HOW TO COMPLETE THIS TASK: For the records below, output each line exactly as it appears, from the first through the line with "Write the network of all".

INFORMATION PROVIDED:
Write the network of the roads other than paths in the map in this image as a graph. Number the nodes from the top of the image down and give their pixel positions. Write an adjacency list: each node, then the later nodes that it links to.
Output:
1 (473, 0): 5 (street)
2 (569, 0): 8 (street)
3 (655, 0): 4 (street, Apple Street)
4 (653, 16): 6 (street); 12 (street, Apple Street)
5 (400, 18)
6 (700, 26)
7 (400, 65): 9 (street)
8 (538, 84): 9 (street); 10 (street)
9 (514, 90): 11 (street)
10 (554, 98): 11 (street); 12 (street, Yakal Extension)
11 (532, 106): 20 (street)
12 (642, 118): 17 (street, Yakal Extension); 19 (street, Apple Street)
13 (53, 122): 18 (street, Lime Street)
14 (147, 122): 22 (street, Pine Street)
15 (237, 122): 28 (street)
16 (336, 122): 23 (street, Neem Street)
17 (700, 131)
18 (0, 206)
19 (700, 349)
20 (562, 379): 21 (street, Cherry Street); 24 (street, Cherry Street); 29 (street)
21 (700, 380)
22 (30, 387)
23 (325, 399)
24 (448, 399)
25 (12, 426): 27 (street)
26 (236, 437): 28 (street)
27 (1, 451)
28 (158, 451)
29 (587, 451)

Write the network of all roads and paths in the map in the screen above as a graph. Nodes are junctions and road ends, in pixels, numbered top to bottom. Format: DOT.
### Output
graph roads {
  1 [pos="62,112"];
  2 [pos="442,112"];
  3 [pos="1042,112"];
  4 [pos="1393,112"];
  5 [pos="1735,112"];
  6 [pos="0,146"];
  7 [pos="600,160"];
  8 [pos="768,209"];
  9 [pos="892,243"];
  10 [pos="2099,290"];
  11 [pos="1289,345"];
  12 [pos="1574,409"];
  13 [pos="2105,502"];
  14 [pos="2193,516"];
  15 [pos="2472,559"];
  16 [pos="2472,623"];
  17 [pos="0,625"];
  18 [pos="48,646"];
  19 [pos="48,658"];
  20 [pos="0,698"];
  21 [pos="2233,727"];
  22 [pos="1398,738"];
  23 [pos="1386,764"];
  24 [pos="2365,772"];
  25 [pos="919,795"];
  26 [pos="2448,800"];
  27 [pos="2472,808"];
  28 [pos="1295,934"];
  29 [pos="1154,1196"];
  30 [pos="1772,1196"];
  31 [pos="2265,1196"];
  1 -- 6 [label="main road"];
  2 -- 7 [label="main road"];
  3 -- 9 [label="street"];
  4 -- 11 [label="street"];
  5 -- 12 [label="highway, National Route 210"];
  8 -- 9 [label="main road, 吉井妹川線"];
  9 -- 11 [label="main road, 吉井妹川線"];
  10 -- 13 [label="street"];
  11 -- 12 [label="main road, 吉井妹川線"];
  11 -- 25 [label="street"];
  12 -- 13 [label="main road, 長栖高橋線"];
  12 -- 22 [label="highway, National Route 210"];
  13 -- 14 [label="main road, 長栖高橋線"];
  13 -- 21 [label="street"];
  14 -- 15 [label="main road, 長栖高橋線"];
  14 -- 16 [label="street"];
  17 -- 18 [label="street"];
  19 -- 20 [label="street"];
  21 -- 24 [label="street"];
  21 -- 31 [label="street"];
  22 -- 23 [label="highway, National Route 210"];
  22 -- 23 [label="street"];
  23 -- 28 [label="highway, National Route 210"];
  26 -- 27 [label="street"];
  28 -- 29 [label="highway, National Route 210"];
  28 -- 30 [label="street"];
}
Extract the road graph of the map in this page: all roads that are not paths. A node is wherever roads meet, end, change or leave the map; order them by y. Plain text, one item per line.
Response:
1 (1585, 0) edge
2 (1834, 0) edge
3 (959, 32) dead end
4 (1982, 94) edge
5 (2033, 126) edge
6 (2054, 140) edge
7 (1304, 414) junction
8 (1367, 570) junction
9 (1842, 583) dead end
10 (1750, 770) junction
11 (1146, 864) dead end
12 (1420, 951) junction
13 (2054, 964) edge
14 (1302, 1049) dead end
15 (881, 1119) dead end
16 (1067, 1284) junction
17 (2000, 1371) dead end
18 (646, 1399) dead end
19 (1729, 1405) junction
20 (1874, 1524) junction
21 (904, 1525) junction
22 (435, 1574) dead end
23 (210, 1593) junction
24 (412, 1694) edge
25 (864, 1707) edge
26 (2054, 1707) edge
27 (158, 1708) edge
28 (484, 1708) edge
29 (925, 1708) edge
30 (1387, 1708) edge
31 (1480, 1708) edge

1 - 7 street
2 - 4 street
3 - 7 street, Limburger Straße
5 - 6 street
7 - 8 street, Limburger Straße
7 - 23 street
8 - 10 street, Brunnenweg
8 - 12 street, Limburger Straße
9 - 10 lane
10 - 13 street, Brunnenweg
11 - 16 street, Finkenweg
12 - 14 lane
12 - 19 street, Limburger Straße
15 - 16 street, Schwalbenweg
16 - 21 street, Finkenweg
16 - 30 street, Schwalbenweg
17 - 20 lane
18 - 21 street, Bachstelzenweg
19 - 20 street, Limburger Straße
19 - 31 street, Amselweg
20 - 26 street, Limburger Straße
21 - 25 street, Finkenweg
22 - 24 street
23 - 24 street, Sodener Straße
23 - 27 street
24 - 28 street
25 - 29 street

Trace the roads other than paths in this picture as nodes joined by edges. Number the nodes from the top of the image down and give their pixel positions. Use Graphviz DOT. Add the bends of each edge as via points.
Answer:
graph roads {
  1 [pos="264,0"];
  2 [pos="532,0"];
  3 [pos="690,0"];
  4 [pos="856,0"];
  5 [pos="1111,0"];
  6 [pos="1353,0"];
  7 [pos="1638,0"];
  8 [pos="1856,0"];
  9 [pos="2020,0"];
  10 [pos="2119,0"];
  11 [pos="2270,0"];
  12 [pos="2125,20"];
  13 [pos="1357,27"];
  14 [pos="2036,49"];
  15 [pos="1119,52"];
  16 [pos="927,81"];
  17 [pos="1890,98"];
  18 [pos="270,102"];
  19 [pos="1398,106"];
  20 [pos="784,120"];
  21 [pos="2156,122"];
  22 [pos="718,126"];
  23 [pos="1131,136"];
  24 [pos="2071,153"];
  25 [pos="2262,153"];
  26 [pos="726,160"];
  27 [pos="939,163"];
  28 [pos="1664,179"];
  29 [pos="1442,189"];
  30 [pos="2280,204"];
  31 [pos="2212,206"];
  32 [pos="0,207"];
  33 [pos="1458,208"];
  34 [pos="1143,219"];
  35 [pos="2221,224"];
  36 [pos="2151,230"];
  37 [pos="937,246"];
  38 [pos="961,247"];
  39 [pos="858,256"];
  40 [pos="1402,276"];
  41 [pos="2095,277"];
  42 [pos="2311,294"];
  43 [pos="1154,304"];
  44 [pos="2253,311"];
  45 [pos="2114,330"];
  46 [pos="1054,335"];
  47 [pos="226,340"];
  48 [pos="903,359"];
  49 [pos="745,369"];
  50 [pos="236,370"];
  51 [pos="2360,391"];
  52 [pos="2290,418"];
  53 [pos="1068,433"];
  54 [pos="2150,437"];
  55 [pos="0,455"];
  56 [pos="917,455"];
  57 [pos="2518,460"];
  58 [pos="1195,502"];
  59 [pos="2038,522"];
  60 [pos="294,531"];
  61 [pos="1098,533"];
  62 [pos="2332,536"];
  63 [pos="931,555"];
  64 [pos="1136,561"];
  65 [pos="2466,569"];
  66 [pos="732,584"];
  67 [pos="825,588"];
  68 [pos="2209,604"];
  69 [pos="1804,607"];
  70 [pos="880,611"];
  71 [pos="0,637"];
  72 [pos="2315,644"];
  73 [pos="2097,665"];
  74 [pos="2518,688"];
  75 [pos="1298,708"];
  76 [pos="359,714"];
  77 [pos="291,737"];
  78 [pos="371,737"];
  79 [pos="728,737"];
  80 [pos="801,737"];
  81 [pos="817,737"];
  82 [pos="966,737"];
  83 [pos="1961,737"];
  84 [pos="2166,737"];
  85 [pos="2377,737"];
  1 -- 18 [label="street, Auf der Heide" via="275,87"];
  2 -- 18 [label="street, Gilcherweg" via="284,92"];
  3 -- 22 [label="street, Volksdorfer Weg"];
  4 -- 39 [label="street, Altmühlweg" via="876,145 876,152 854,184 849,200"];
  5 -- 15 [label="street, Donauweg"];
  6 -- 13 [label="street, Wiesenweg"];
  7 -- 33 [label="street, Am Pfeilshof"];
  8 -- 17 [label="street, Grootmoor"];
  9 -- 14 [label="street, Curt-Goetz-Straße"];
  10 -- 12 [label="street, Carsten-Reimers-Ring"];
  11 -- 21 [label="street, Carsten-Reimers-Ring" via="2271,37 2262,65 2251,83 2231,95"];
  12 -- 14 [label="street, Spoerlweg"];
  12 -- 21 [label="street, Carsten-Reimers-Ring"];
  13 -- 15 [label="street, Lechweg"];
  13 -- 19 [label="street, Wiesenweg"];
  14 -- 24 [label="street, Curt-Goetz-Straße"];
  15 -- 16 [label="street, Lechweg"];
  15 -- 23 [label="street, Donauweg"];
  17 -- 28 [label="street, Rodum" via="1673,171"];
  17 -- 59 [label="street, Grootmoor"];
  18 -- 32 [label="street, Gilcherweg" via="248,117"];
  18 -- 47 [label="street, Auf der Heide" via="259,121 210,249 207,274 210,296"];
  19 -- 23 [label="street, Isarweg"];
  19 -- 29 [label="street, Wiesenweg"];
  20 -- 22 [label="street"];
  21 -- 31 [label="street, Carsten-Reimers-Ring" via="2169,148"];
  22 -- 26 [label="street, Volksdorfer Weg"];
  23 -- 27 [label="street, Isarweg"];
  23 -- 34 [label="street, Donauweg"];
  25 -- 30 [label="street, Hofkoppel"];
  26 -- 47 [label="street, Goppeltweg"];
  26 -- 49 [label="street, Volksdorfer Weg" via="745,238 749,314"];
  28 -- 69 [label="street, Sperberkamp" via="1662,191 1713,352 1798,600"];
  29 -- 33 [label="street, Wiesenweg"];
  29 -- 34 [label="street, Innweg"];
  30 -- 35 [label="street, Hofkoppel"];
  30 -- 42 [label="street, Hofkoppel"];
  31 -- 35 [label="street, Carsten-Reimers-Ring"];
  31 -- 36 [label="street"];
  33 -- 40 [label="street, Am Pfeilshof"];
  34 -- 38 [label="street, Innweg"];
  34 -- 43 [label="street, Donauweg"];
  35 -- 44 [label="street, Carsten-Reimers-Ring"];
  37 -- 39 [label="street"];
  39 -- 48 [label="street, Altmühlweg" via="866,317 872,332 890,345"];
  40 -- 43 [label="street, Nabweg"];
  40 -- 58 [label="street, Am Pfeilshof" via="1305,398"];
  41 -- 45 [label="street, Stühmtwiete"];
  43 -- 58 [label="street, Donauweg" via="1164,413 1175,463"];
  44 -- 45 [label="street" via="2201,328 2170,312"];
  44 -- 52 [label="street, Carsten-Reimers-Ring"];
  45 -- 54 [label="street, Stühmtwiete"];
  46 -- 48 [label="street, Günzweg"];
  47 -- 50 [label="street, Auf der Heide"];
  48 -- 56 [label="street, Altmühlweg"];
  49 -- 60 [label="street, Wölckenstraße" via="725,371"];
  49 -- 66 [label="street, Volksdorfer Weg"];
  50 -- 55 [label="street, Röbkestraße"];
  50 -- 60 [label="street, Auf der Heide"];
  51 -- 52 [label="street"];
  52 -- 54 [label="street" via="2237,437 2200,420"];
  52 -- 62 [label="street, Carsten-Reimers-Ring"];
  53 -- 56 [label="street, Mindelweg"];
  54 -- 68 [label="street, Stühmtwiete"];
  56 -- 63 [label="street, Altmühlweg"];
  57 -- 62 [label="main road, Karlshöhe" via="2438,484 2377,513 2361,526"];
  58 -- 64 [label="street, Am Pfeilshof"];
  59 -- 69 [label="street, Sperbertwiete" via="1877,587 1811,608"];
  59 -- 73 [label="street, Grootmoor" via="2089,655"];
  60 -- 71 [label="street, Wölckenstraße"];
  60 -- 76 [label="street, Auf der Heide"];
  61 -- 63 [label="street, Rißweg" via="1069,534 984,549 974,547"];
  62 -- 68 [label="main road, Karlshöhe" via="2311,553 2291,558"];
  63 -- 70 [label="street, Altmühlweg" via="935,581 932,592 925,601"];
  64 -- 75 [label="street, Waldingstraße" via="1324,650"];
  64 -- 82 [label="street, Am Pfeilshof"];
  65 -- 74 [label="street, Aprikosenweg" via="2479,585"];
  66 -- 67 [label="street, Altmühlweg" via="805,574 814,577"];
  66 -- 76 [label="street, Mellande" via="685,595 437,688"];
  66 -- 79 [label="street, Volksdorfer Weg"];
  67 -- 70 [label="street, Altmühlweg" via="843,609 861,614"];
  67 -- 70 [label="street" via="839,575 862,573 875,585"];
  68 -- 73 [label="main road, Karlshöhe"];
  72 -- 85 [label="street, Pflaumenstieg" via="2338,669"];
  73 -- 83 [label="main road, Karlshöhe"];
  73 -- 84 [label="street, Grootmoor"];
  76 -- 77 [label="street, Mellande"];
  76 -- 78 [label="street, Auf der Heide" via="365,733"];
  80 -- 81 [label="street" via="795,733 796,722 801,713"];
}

OUTPUT FOR THIS TASK:
Write the network of the roads other than paths in the map in this image as a graph. Number the nodes from the top of the image down and give their pixel positions. Write an adjacency list: each node, then the later nodes that it links to.
Output:
1 (473, 0): 5 (street)
2 (569, 0): 8 (street)
3 (655, 0): 4 (street, Apple Street)
4 (653, 16): 6 (street); 12 (street, Apple Street)
5 (400, 18)
6 (700, 26)
7 (400, 65): 9 (street)
8 (538, 84): 9 (street); 10 (street)
9 (514, 90): 11 (street)
10 (554, 98): 11 (street); 12 (street, Yakal Extension)
11 (532, 106): 20 (street)
12 (642, 118): 17 (street, Yakal Extension); 19 (street, Apple Street)
13 (53, 122): 18 (street, Lime Street)
14 (147, 122): 22 (street, Pine Street)
15 (237, 122): 28 (street)
16 (336, 122): 23 (street, Neem Street)
17 (700, 131)
18 (0, 206)
19 (700, 349)
20 (562, 379): 21 (street, Cherry Street); 24 (street, Cherry Street); 29 (street)
21 (700, 380)
22 (30, 387)
23 (325, 399)
24 (448, 399)
25 (12, 426): 27 (street)
26 (236, 437): 28 (street)
27 (1, 451)
28 (158, 451)
29 (587, 451)

Write the network of all roads and paths in the map in the screen above as a graph. Nodes are junctions and road ends, in pixels, numbered top to bottom. Format: DOT.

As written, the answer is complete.